Could you restate the entries below word for word and leave out the pictures?
━━━━━━━━━━━━━━━━
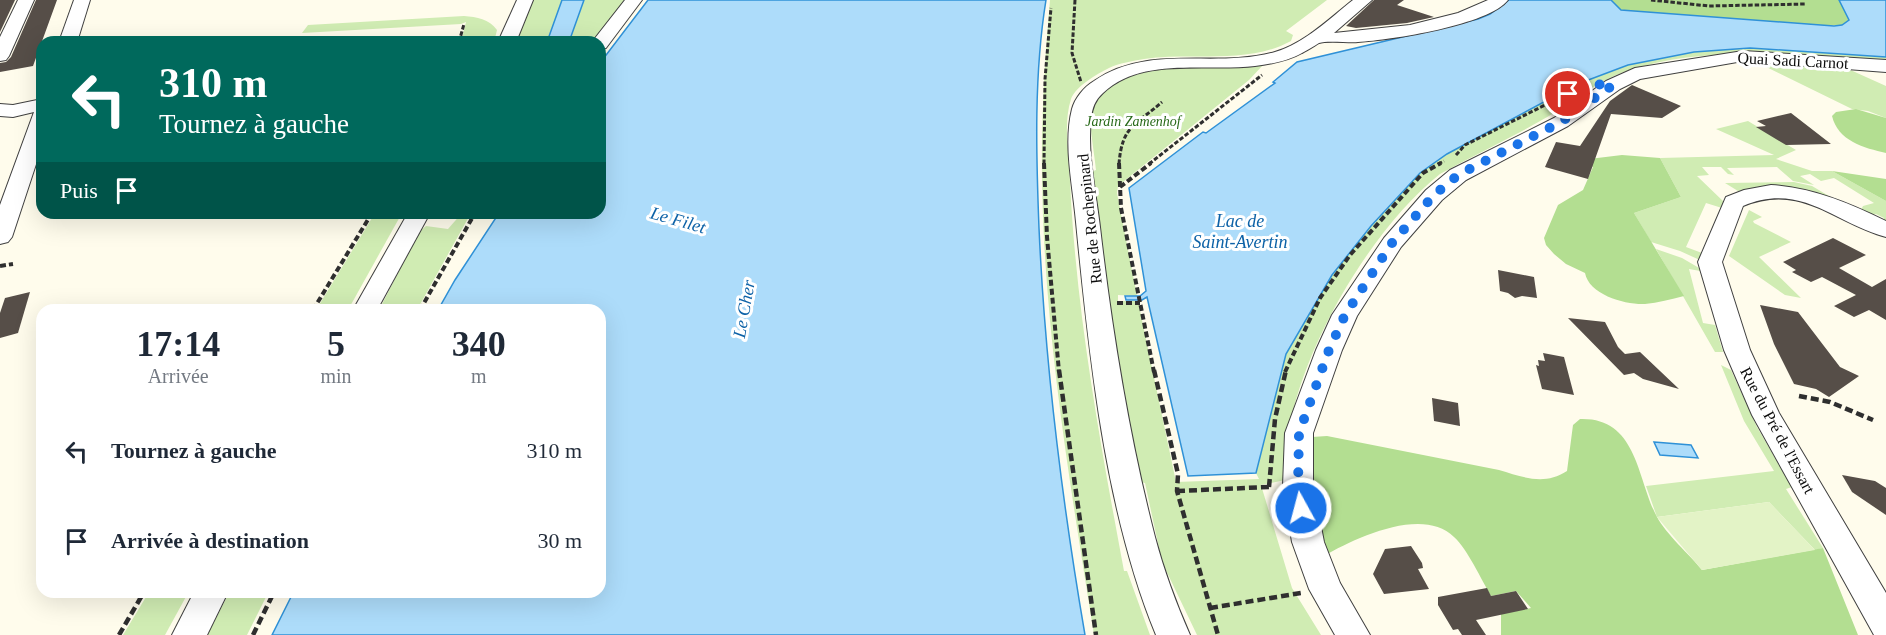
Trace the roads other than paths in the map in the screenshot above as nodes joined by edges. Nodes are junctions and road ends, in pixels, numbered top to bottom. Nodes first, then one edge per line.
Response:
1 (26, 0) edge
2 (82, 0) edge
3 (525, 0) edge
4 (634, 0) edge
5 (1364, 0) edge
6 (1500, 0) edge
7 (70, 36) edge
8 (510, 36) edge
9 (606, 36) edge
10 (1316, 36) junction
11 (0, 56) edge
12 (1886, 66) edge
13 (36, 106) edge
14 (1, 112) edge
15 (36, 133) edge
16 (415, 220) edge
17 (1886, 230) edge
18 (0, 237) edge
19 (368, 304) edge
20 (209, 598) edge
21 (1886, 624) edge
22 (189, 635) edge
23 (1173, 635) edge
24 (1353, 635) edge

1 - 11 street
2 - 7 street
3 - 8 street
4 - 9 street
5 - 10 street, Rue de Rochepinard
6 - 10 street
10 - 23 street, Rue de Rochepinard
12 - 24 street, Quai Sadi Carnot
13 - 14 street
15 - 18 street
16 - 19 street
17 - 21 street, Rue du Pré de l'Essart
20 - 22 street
━━━━━━━━━━━━━━━━
(Solution to the problem):
Trace the roads other than paths in the map in the screenshot above as nodes joined by edges. Nodes are junctions and road ends, in pixels, numbered top to bottom. Nodes first, then one edge per line.
Response:
1 (26, 0) edge
2 (82, 0) edge
3 (525, 0) edge
4 (634, 0) edge
5 (1364, 0) edge
6 (1500, 0) edge
7 (70, 36) edge
8 (510, 36) edge
9 (606, 36) edge
10 (1316, 36) junction
11 (0, 56) edge
12 (1886, 66) edge
13 (36, 106) edge
14 (1, 112) edge
15 (36, 133) edge
16 (415, 220) edge
17 (1886, 230) edge
18 (0, 237) edge
19 (368, 304) edge
20 (209, 598) edge
21 (1886, 624) edge
22 (189, 635) edge
23 (1173, 635) edge
24 (1353, 635) edge

1 - 11 street
2 - 7 street
3 - 8 street
4 - 9 street
5 - 10 street, Rue de Rochepinard
6 - 10 street
10 - 23 street, Rue de Rochepinard
12 - 24 street, Quai Sadi Carnot
13 - 14 street
15 - 18 street
16 - 19 street
17 - 21 street, Rue du Pré de l'Essart
20 - 22 street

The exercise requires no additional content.